## Work item
From the first line to the last, repeat the data exactly and drop the pictures.
· · · · · · ·
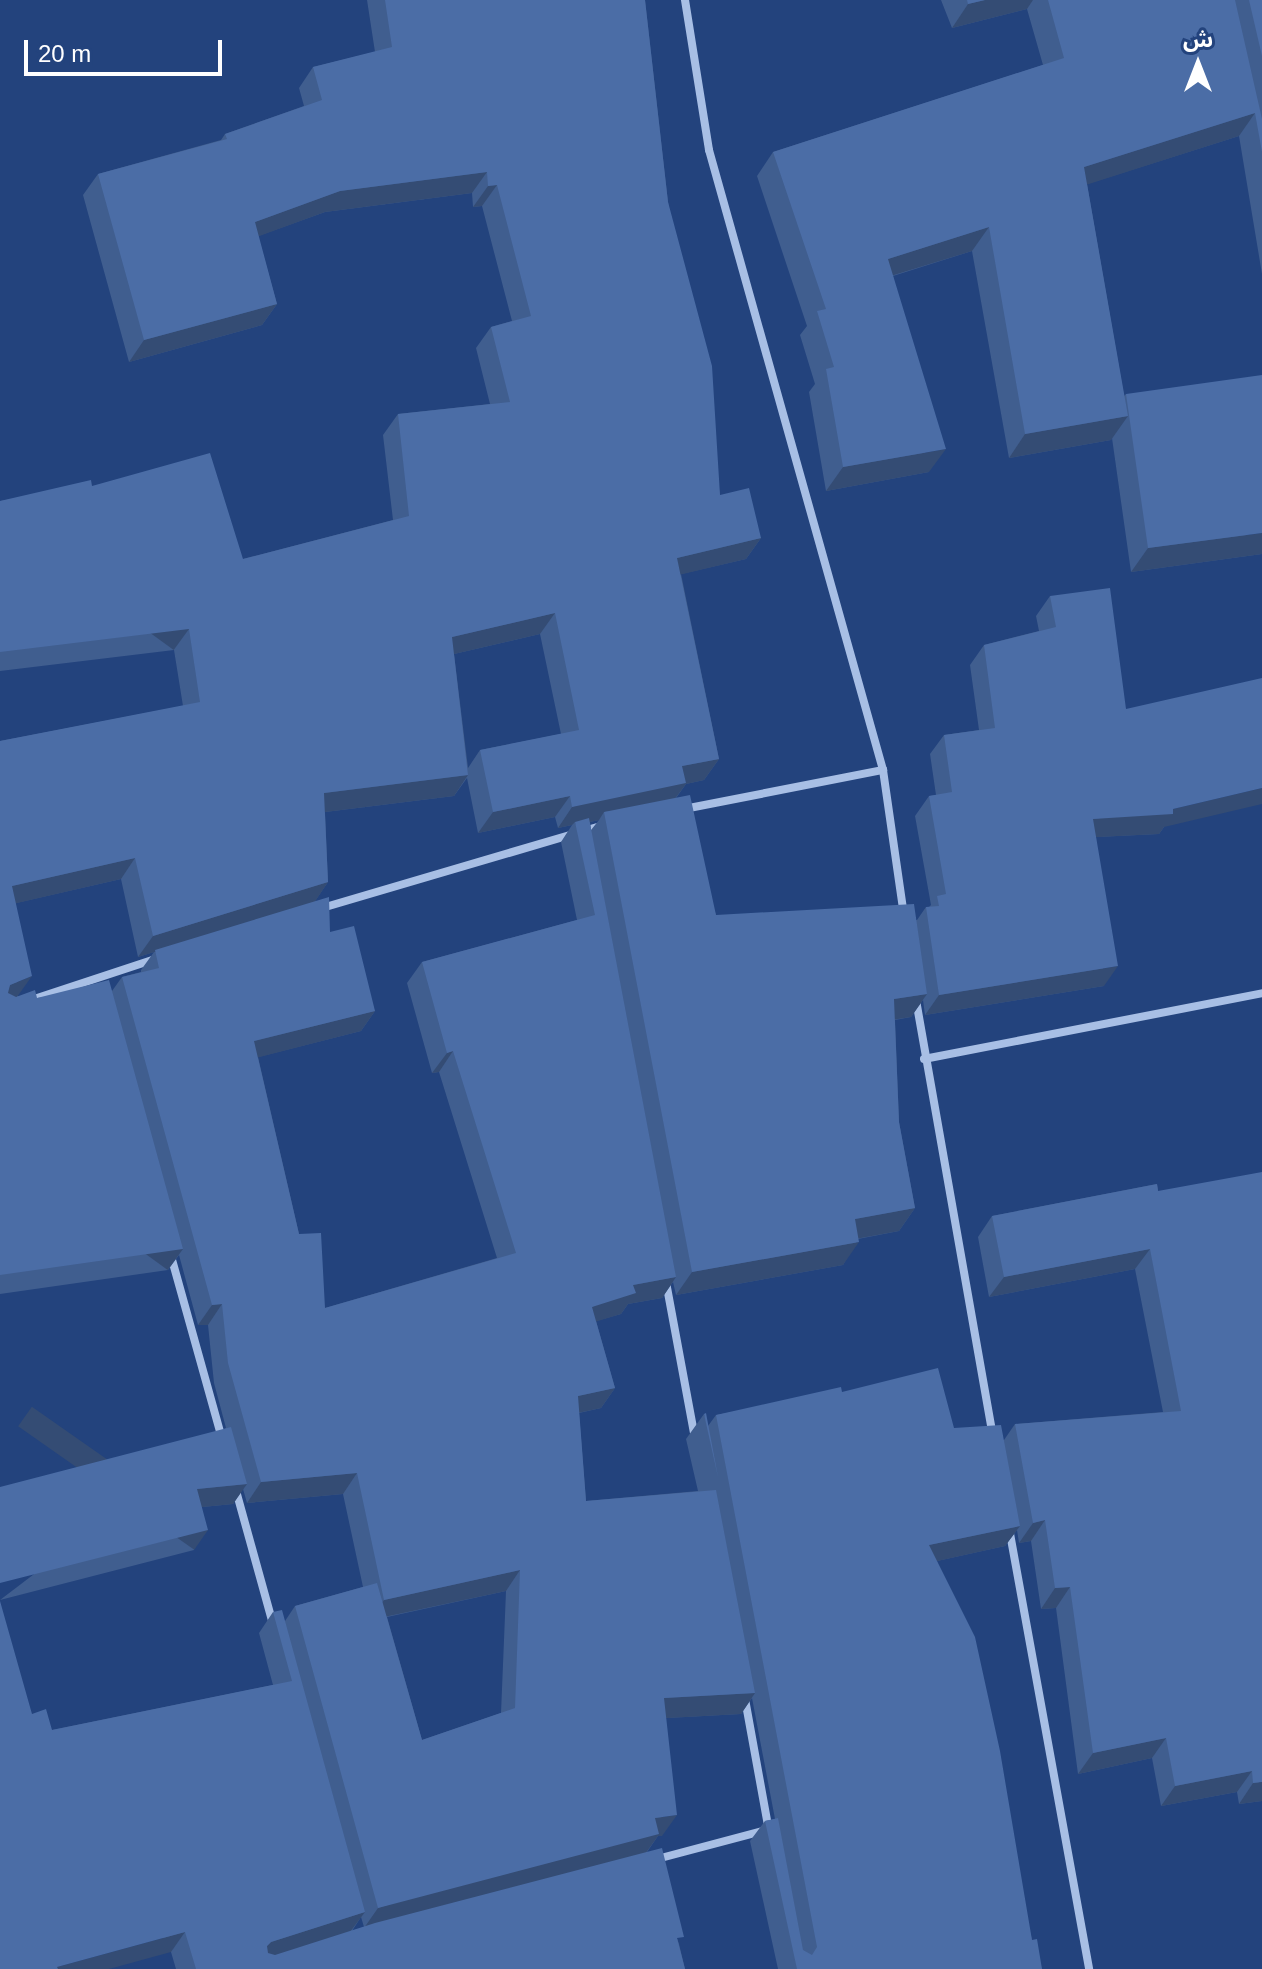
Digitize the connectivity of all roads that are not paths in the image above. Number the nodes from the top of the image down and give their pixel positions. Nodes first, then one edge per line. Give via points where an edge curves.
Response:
1 (685, 0) edge
2 (883, 770) junction
3 (671, 812) edge
4 (611, 823) edge
5 (580, 829) junction
6 (583, 845) edge
7 (307, 913) edge
8 (905, 922) edge
9 (171, 954) edge
10 (95, 977) junction
11 (913, 983) edge
12 (99, 993) edge
13 (1262, 993) edge
14 (14, 1006) edge
15 (924, 1059) junction
16 (170, 1252) edge
17 (663, 1267) edge
18 (225, 1450) edge
19 (995, 1451) edge
20 (698, 1454) dead end
21 (233, 1480) edge
22 (1007, 1514) edge
23 (275, 1633) edge
24 (743, 1689) edge
25 (769, 1829) junction
26 (772, 1845) edge
27 (648, 1861) edge
28 (1089, 1969) edge

1 - 2 street via 709,150
2 - 3 street
2 - 8 street
4 - 5 street
5 - 6 street
5 - 7 street
9 - 10 street
10 - 12 street
10 - 14 street
11 - 15 street
13 - 15 street
15 - 19 street
16 - 18 street
17 - 20 street
21 - 23 street
22 - 28 street
24 - 25 street
25 - 26 street
25 - 27 street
· · · · · · ·
## Response to the exercise
Digitize the connectivity of all roads that are not paths in the image above. Number the nodes from the top of the image down and give their pixel positions. Nodes first, then one edge per line. Give via points where an edge curves.
Response:
1 (685, 0) edge
2 (883, 770) junction
3 (671, 812) edge
4 (611, 823) edge
5 (580, 829) junction
6 (583, 845) edge
7 (307, 913) edge
8 (905, 922) edge
9 (171, 954) edge
10 (95, 977) junction
11 (913, 983) edge
12 (99, 993) edge
13 (1262, 993) edge
14 (14, 1006) edge
15 (924, 1059) junction
16 (170, 1252) edge
17 (663, 1267) edge
18 (225, 1450) edge
19 (995, 1451) edge
20 (698, 1454) dead end
21 (233, 1480) edge
22 (1007, 1514) edge
23 (275, 1633) edge
24 (743, 1689) edge
25 (769, 1829) junction
26 (772, 1845) edge
27 (648, 1861) edge
28 (1089, 1969) edge

1 - 2 street via 709,150
2 - 3 street
2 - 8 street
4 - 5 street
5 - 6 street
5 - 7 street
9 - 10 street
10 - 12 street
10 - 14 street
11 - 15 street
13 - 15 street
15 - 19 street
16 - 18 street
17 - 20 street
21 - 23 street
22 - 28 street
24 - 25 street
25 - 26 street
25 - 27 street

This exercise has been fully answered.